Moreover, Manila, another new member of the group, appears to be a transsexual character, fact that is emphasized with the reaction of her old colleagues when they see her appearance. In this case, it is good that there is representation of transsexual people but there is no construction of awareness of the political discourses and tensions surrounding the topic of LGTBI. That is ok; after all, the series is not “about LGBTI”.





Let’s end with this remark.
Yes, the moral of the story can be considered progressive, and that is good.
Basically, the construction of a revolutionary cause to fight against what the series situates as ‘opressive forces’, in this case the police and the whole government of Spain. Unlike most of the crime TV shows, here the police belongs to the ‘bad guys’ side. The moral gets then blurry, as it makes the audience question who is right and who is wrong. After all, the police try to stop the heist, but their methods and dialogues are displayed so that we root for the robbers. Hence, the robbers represent a liberation movement that questions the established forces of law and order.

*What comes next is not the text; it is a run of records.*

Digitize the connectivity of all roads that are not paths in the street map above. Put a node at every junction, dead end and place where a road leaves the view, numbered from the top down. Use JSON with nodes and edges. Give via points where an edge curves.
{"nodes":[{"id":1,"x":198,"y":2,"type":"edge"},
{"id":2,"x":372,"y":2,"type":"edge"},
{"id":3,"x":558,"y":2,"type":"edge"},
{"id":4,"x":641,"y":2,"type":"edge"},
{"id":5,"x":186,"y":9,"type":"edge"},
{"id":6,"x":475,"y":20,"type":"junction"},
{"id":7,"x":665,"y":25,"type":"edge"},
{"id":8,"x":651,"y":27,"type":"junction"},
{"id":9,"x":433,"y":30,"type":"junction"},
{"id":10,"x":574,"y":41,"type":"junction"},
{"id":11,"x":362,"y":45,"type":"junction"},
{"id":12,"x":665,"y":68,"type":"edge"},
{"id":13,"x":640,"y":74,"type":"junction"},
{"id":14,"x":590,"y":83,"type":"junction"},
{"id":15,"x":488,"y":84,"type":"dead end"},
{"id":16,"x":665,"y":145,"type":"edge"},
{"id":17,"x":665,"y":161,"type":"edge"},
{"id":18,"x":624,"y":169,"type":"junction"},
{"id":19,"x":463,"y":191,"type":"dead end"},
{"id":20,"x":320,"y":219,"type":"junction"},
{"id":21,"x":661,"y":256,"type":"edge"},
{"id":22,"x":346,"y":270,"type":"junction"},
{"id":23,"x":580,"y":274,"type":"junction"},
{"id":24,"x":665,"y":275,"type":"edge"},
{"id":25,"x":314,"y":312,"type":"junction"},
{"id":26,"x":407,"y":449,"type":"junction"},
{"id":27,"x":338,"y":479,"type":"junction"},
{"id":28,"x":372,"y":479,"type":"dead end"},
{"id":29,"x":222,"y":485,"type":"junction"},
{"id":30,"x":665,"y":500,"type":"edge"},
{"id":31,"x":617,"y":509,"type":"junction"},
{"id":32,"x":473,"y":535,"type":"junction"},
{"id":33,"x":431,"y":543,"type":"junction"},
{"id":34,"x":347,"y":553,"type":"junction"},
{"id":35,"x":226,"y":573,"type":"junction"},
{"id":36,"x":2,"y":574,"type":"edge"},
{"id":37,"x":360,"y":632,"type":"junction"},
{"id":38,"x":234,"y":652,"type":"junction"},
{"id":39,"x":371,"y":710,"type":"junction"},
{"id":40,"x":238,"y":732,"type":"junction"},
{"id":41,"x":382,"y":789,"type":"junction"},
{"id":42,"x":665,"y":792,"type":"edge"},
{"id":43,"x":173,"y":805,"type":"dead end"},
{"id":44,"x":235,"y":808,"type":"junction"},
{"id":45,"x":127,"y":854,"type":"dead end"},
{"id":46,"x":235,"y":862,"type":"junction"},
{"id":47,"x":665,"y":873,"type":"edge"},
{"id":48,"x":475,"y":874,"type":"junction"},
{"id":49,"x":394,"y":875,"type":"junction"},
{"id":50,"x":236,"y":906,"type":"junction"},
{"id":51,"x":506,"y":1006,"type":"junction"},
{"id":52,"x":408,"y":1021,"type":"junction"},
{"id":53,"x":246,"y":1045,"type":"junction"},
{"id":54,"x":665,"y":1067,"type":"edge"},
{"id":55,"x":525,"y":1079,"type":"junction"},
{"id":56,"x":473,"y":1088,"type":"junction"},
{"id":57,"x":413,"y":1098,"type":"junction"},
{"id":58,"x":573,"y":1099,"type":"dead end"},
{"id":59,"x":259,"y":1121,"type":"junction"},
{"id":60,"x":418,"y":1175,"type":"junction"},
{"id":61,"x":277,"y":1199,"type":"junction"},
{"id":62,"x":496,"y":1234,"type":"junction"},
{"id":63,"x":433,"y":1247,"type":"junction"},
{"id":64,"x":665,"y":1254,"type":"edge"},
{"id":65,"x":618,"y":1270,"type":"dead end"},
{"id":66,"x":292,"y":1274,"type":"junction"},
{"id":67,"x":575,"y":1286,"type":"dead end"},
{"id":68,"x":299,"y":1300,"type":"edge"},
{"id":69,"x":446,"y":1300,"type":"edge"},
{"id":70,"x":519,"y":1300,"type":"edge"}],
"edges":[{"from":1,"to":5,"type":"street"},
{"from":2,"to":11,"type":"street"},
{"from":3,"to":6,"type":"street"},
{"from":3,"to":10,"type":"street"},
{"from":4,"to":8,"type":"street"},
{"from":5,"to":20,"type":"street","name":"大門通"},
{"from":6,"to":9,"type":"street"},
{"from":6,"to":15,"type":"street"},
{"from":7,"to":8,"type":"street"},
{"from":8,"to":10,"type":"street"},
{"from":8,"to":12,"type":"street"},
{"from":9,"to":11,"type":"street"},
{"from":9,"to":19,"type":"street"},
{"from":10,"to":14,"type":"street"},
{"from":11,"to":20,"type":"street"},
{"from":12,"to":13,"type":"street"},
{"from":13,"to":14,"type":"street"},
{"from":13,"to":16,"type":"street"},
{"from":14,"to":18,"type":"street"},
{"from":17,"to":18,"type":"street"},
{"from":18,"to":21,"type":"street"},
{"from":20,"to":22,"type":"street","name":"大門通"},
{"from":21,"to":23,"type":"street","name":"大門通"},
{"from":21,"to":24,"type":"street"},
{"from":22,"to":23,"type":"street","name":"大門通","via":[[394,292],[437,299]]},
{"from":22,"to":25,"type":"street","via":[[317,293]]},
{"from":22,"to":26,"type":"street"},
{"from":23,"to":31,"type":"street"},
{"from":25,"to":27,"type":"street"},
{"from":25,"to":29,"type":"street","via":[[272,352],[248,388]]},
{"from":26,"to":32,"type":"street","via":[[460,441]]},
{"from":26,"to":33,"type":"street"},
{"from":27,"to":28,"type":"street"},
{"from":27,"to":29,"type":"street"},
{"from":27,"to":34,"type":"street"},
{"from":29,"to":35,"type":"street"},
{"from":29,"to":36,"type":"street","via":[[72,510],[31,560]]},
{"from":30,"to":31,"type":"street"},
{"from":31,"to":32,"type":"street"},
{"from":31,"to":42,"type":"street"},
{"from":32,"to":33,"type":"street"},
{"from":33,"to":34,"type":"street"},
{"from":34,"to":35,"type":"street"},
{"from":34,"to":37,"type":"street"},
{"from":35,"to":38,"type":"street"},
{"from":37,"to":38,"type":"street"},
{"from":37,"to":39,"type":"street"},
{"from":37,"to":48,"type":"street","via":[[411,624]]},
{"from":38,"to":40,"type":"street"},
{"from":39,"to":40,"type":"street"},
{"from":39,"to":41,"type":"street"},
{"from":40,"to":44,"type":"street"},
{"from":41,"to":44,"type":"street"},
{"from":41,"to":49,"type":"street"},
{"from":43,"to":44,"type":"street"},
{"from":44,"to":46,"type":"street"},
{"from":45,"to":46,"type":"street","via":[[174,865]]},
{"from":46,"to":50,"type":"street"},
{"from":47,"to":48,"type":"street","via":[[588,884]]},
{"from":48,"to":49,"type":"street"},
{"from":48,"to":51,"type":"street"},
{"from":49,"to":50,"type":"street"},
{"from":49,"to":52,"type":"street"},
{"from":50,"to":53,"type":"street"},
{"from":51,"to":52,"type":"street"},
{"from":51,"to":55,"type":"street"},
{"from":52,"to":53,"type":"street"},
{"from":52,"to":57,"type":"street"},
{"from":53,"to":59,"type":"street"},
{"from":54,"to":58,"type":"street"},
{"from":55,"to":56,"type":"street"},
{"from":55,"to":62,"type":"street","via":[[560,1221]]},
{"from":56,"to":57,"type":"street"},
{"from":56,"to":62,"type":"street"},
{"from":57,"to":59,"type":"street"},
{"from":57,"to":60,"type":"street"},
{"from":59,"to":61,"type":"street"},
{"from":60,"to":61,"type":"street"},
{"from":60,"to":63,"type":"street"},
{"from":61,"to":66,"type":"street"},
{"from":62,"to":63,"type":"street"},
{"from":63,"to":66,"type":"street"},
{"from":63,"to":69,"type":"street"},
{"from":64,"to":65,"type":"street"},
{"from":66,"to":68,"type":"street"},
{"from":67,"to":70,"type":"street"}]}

In reality, it is good to question everything and to consider that the system have flaws and may not be democratic in many cases. However, the discourse should not be ‘let’s fight the police, let’s fight the system at all times’, but more like ‘let’s question everything, not to take anything they present us for granted, and fight the injustice’.


(IMPORTANT: it is necessary to be aware of the stated observations, but the show is very good anyways, we have not emphasized the positive formal aspects of it!)